# growing emersed ?



## BudiPT (Jul 5, 2004)

Hi all, take a look at this picture. Both of the c. wenditii came from the same batch. The above was planted in a co2 pressurized tank with gravel & fert stick. Below was planted outdoor in a pond with just the tip touching the water surface, using red clay soil mixed with sand & gravel top.
I was hoping that the outdoor crypt will go emerse and prosper better the tank one, but apparently not :roll: In fact, this looks poor dotted with green algae. Should I just bring part of it above the waterline ?

--Budi--


----------



## Phil Edwards (Jan 22, 2004)

BudiPT,

You should be able to grow any Crypt totally emersed in Jakarta.
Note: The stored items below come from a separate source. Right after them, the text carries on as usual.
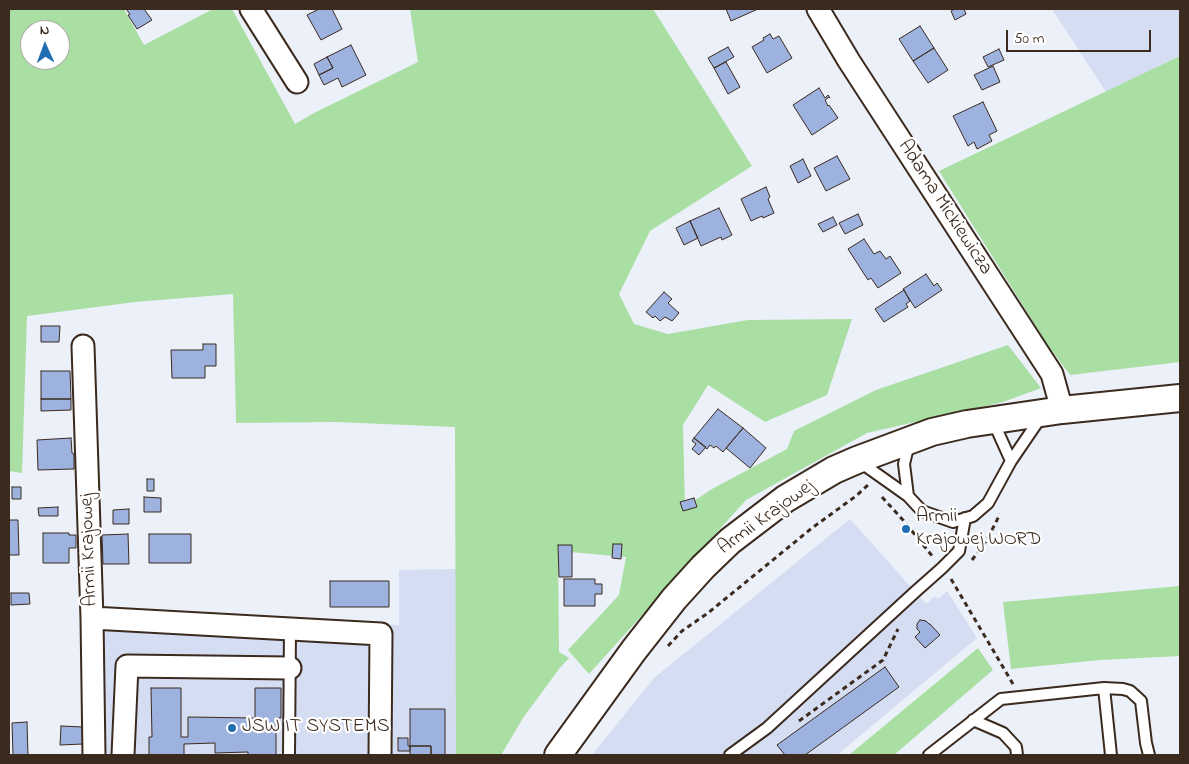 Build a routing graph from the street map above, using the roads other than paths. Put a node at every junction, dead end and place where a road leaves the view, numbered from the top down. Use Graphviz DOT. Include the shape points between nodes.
graph roads {
  1 [pos="251,9"];
  2 [pos="818,9"];
  3 [pos="297,82"];
  4 [pos="83,346"];
  5 [pos="1180,398"];
  6 [pos="1053,411"];
  7 [pos="992,420"];
  8 [pos="910,440"];
  9 [pos="857,460"];
  10 [pos="1011,461"];
  11 [pos="908,496"];
  12 [pos="965,518"];
  13 [pos="92,618"];
  14 [pos="290,629"];
  15 [pos="290,668"];
  16 [pos="1104,688"];
  17 [pos="973,720"];
  18 [pos="94,755"];
  19 [pos="123,755"];
  20 [pos="288,755"];
  21 [pos="380,755"];
  22 [pos="558,755"];
  23 [pos="730,755"];
  24 [pos="929,755"];
  25 [pos="1017,755"];
  26 [pos="1111,755"];
  27 [pos="1149,755"];
  1 -- 3 [label="street"];
  2 -- 6 [label="street, Adama Mickiewicza" via="1052,374"];
  4 -- 13 [label="street, Armii Krajowej"];
  5 -- 6 [label="street, Armii Krajowej"];
  6 -- 7 [label="street, Armii Krajowej"];
  6 -- 10 [label="lane"];
  7 -- 8 [label="street, Armii Krajowej" via="932,432"];
  7 -- 10 [label="lane"];
  8 -- 9 [label="street, Armii Krajowej"];
  8 -- 11 [label="lane" via="904,464"];
  9 -- 11 [label="lane"];
  9 -- 22 [label="street, Armii Krajowej" via="785,499 730,541 703,567 646,635"];
  10 -- 12 [label="lane" via="988,503"];
  11 -- 12 [label="lane" via="922,511 953,522"];
  12 -- 23 [label="lane" via="959,550 942,568 767,728"];
  13 -- 14 [label="street"];
  13 -- 18 [label="street, Armii Krajowej"];
  14 -- 15 [label="lane"];
  14 -- 21 [label="street" via="381,634"];
  15 -- 19 [label="street" via="127,666"];
  15 -- 20 [label="lane"];
  16 -- 17 [label="lane" via="1001,699"];
  16 -- 26 [label="lane"];
  16 -- 27 [label="lane" via="1130,691 1141,701"];
  17 -- 24 [label="lane"];
  17 -- 25 [label="lane" via="1003,733 1016,747"];
} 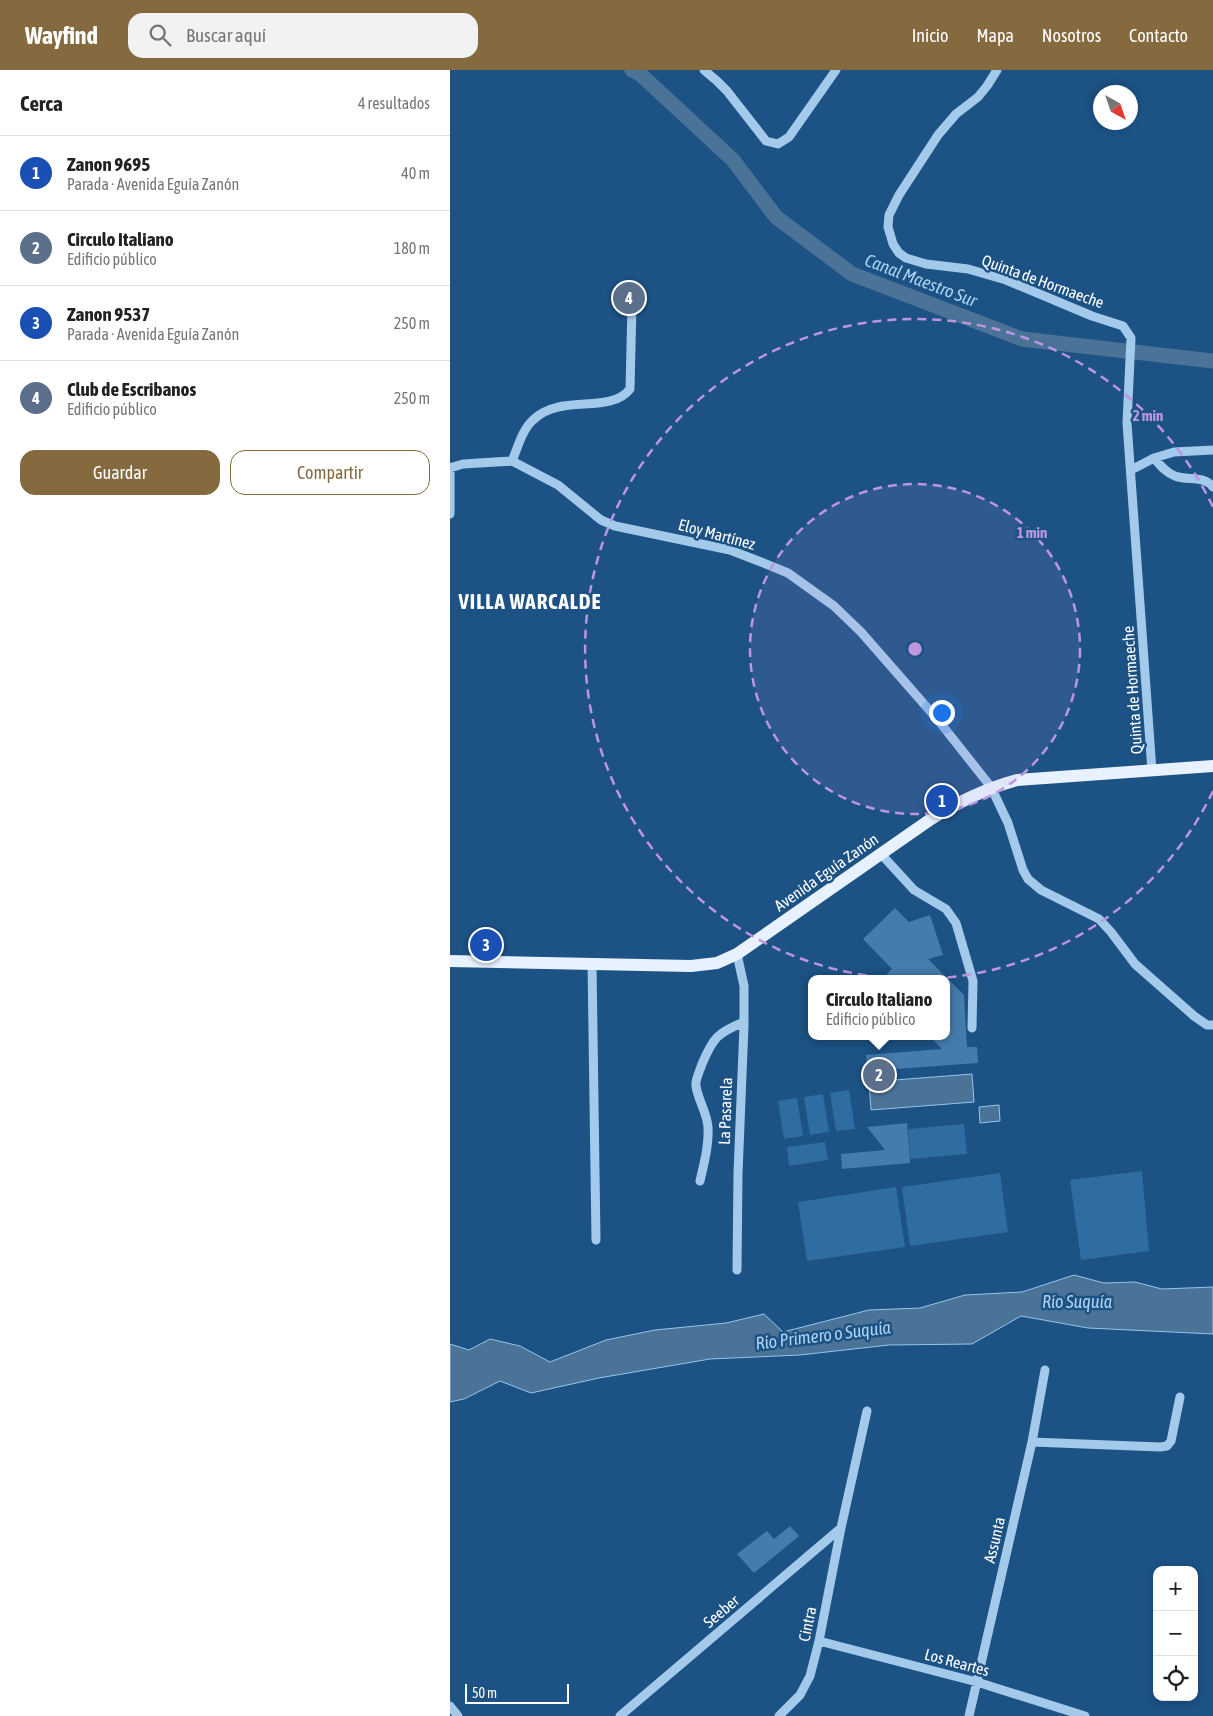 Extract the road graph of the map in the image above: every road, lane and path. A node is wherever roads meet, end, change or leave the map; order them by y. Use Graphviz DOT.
graph roads {
  1 [pos="704,70"];
  2 [pos="836,70"];
  3 [pos="996,70"];
  4 [pos="632,305"];
  5 [pos="1213,450"];
  6 [pos="1154,458"];
  7 [pos="512,461"];
  8 [pos="450,468"];
  9 [pos="1131,470"];
  10 [pos="1213,488"];
  11 [pos="450,514"];
  12 [pos="1213,766"];
  13 [pos="1152,771"];
  14 [pos="991,787"];
  15 [pos="881,854"];
  16 [pos="737,954"];
  17 [pos="450,961"];
  18 [pos="592,964"];
  19 [pos="744,1022"];
  20 [pos="1213,1025"];
  21 [pos="972,1028"];
  22 [pos="700,1181"];
  23 [pos="596,1240"];
  24 [pos="737,1270"];
  25 [pos="1045,1370"];
  26 [pos="1180,1397"];
  27 [pos="867,1411"];
  28 [pos="1032,1442"];
  29 [pos="841,1528"];
  30 [pos="819,1641"];
  31 [pos="977,1682"];
  32 [pos="450,1706"];
  33 [pos="458,1716"];
  34 [pos="620,1716"];
  35 [pos="779,1716"];
  36 [pos="969,1716"];
  37 [pos="1085,1716"];
  1 -- 2 [label="street"];
  3 -- 9 [label="street, Quinta de Hormaeche"];
  4 -- 7 [label="street"];
  5 -- 6 [label="street"];
  6 -- 9 [label="street"];
  6 -- 10 [label="street"];
  7 -- 8 [label="street"];
  7 -- 14 [label="street, Eloy Martínez"];
  8 -- 11 [label="street"];
  9 -- 13 [label="street, Quinta de Hormaeche"];
  12 -- 13 [label="main road, Avenida Eguía Zanón"];
  13 -- 14 [label="main road, Avenida Eguía Zanón"];
  14 -- 15 [label="main road, Avenida Eguía Zanón"];
  14 -- 20 [label="street, Eloy Martínez"];
  15 -- 16 [label="main road, Avenida Eguía Zanón"];
  15 -- 21 [label="street"];
  16 -- 18 [label="main road, Avenida Eguía Zanón"];
  16 -- 19 [label="street, La Pasarela"];
  17 -- 18 [label="main road, Avenida Eguía Zanón"];
  18 -- 23 [label="street"];
  19 -- 22 [label="street"];
  19 -- 24 [label="street, La Pasarela"];
  25 -- 28 [label="street, Assunta"];
  26 -- 28 [label="street"];
  27 -- 29 [label="street, Cintra"];
  28 -- 31 [label="street, Assunta"];
  29 -- 30 [label="street, Cintra"];
  29 -- 34 [label="street, Seeber"];
  30 -- 31 [label="street, Los Reartes"];
  30 -- 35 [label="street, Cintra"];
  31 -- 36 [label="street, Assunta"];
  31 -- 37 [label="street, Los Reartes"];
  32 -- 33 [label="street"];
} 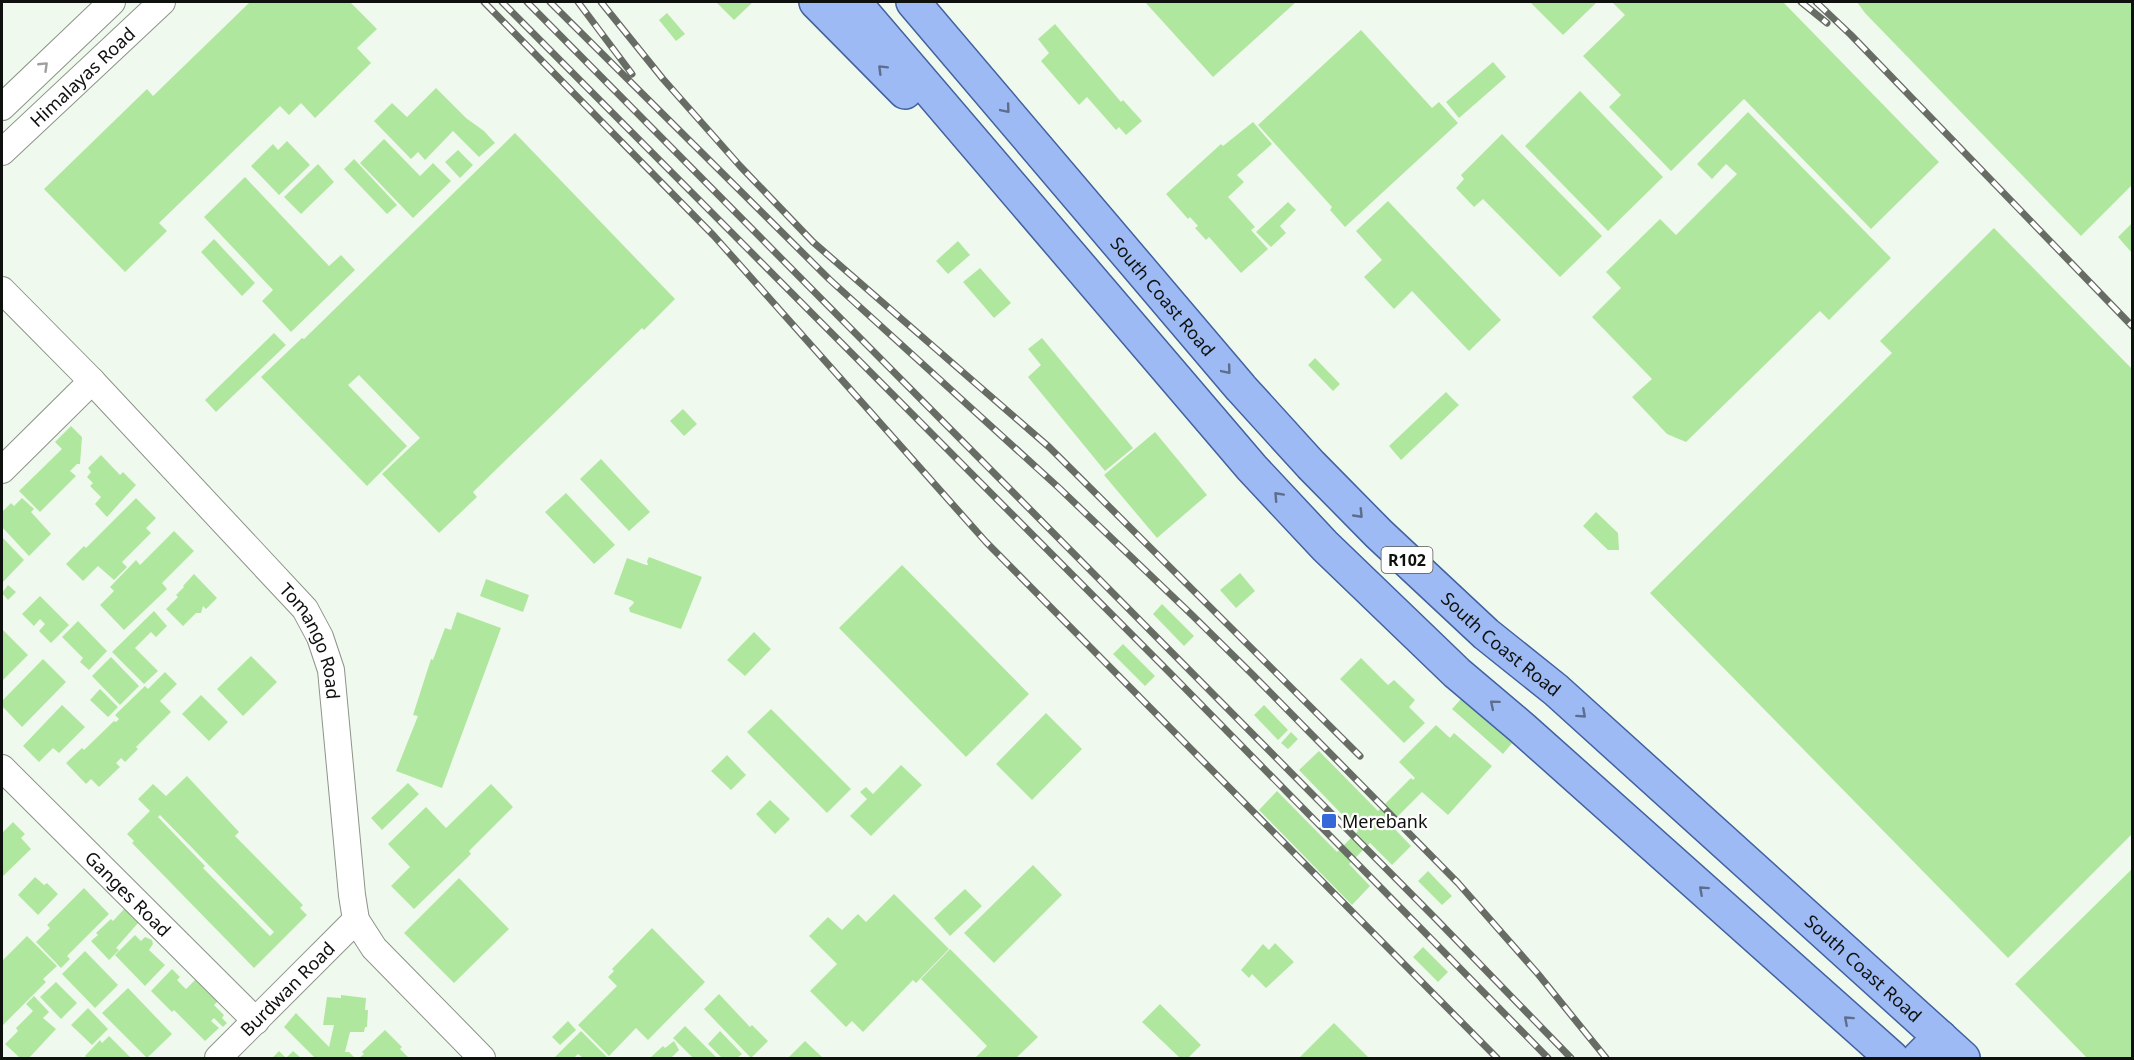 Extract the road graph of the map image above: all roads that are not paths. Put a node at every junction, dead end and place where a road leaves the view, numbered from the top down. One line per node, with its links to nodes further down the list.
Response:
1 (112, 2): 8 (street, Himalayas Road, one-way to 1)
2 (162, 2): 10 (street, Himalayas Road)
3 (816, 2): 9 (main road, one-way to 3)
4 (854, 2): 9 (main road, R102)
5 (913, 2): 7 (main road, South Coast Road / R102)
6 (929, 2): 7 (main road)
7 (984, 83): 12 (main road, South Coast Road / R102, one-way to 12)
8 (2, 106)
9 (976, 145): 13 (main road, R102)
10 (2, 152)
11 (2, 290): 14 (street, Tomango Road)
12 (1161, 293): 13 (main road); 16 (main road, South Coast Road / R102, one-way to 16)
13 (1129, 325): 17 (main road, R102, one-way to 13)
14 (92, 381): 15 (street); 19 (street, Tomango Road)
15 (2, 470)
16 (1556, 690): 17 (main road); 21 (main road, South Coast Road / R102, one-way to 21)
17 (1522, 728): 24 (main road, R102, one-way to 17)
18 (2, 768): 20 (street, Ganges Road)
19 (356, 920): 20 (street, Burdwan Road); 23 (street, Tomango Road)
20 (256, 1020): 22 (street, Burdwan Road)
21 (1941, 1052)
22 (218, 1059)
23 (482, 1059)
24 (1892, 1059) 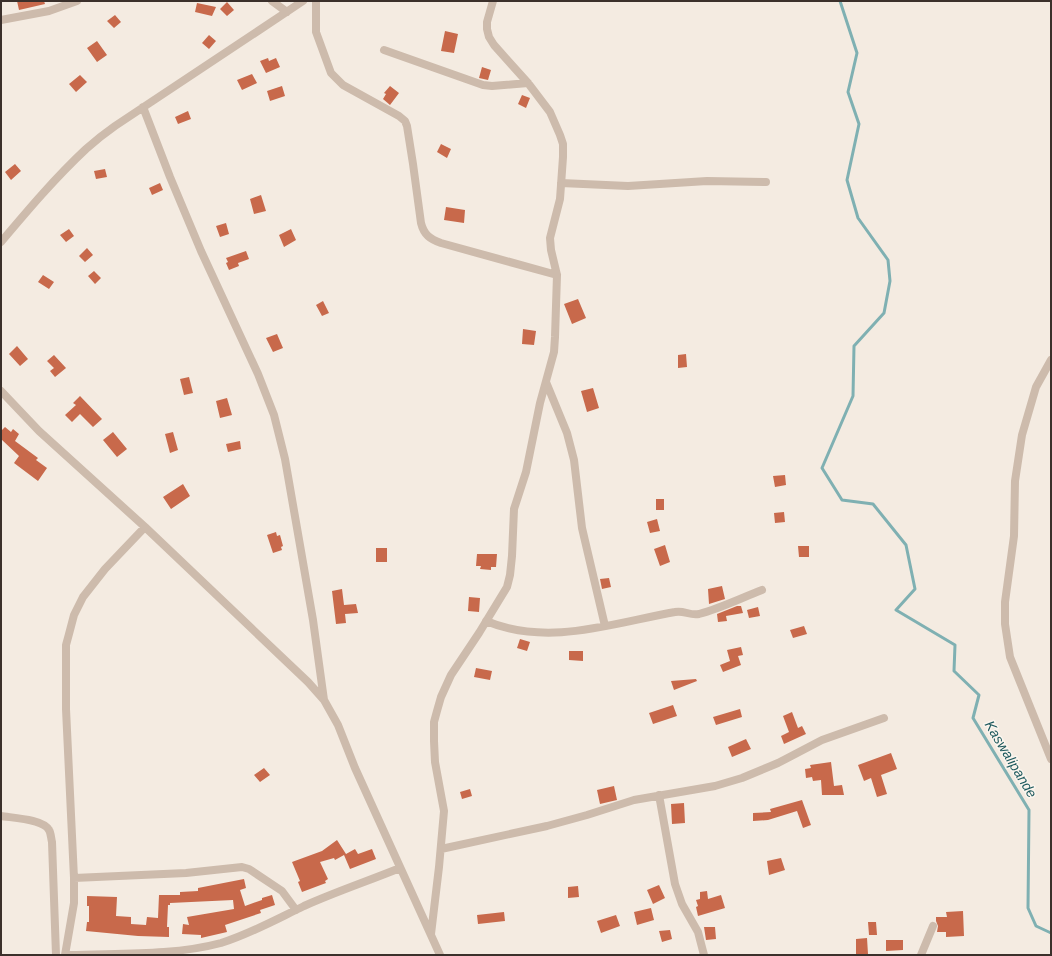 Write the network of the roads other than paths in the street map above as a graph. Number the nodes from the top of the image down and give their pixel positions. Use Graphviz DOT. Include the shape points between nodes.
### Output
graph roads {
  1 [pos="78,1"];
  2 [pos="272,1"];
  3 [pos="304,1"];
  4 [pos="316,1"];
  5 [pos="493,1"];
  6 [pos="287,12"];
  7 [pos="1,20"];
  8 [pos="384,50"];
  9 [pos="528,82"];
  10 [pos="143,107"];
  11 [pos="766,182"];
  12 [pos="561,183"];
  13 [pos="1,242"];
  14 [pos="557,275"];
  15 [pos="1051,360"];
  16 [pos="546,382"];
  17 [pos="1,391"];
  18 [pos="144,527"];
  19 [pos="762,590"];
  20 [pos="486,621"];
  21 [pos="605,626"];
  22 [pos="324,700"];
  23 [pos="884,718"];
  24 [pos="1051,759"];
  25 [pos="659,795"];
  26 [pos="1,816"];
  27 [pos="441,849"];
  28 [pos="400,868"];
  29 [pos="74,878"];
  30 [pos="296,910"];
  31 [pos="933,926"];
  32 [pos="431,934"];
  33 [pos="182,953"];
  34 [pos="56,955"];
  35 [pos="65,955"];
  36 [pos="70,955"];
  37 [pos="440,955"];
  38 [pos="704,955"];
  39 [pos="921,955"];
  1 -- 7 [label="street" via="44,13"];
  2 -- 6 [label="street"];
  3 -- 6 [label="street"];
  4 -- 14 [label="street" via="316,32 331,73 343,85 405,121 421,223 426,236 441,243"];
  5 -- 9 [label="street" via="487,22 489,37"];
  6 -- 10 [label="street"];
  8 -- 9 [label="street" via="483,85"];
  9 -- 12 [label="street" via="550,112 560,134 563,150"];
  10 -- 13 [label="street" via="87,148 30,207"];
  10 -- 22 [label="street" via="198,244 258,374 274,415 285,459"];
  11 -- 12 [label="street" via="707,181 628,186"];
  12 -- 14 [label="street" via="560,199 550,238"];
  14 -- 16 [label="street" via="555,345"];
  15 -- 24 [label="street" via="1036,387 1022,435 1015,481 1014,536 1005,602 1005,630 1010,656"];
  16 -- 20 [label="street" via="526,472 514,509 512,556 507,587"];
  16 -- 21 [label="street" via="567,433 574,460 582,528"];
  17 -- 18 [label="street" via="39,431"];
  18 -- 22 [label="street"];
  18 -- 29 [label="street" via="83,597 74,615 66,645 66,709"];
  19 -- 21 [label="street" via="699,614 676,612"];
  20 -- 21 [label="street" via="502,628 556,634"];
  20 -- 27 [label="street" via="452,675 436,711 435,762 444,811"];
  22 -- 28 [label="street" via="338,725"];
  23 -- 25 [label="street" via="822,740 742,778 715,786"];
  25 -- 27 [label="street" via="547,826"];
  25 -- 38 [label="street" via="675,884 682,904 698,932"];
  26 -- 34 [label="street" via="39,822 49,830 52,842"];
  27 -- 32 [label="street"];
  28 -- 30 [label="street"];
  28 -- 32 [label="street"];
  29 -- 30 [label="street" via="186,873 242,867 276,887"];
  29 -- 35 [label="street" via="74,903"];
  30 -- 33 [label="street" via="236,938"];
  31 -- 39 [label="street"];
  32 -- 37 [label="street"];
  33 -- 36 [label="street"];
}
If possible, I would allow the water in the container to evaporate to allow the plant time to adapt to the air. With the climate you've got you could grow those plants in pots as regular terrestrial plants as long as the soil is kept moist.

Best,
Phil


----------



## BudiPT (Jul 5, 2004)

Thanks Phil, thats a relief. I'll do what you suggested  

--Budi--


----------



## budak (Mar 13, 2004)

Phil, I can't quite agree. Unless Budi is living right in a rainforest (where the humidity is oppressive to sweaty humans but heaven to crypts), the moisture level of urban tropical air tends to be unsufficient for most crypts except for ciliata, pontis and well-acclimatised wendtiis/becketiis. But Budi can certainly try letting the container water evaporate slowly and see whether the plants respond. If the result isn't too good after a while, a clear cover to trap the moisture would be needed.


----------



## Phil Edwards (Jan 22, 2004)

Budak,

You're in that part of the world a whole lot more than me, so I'll defer to your experience.


----------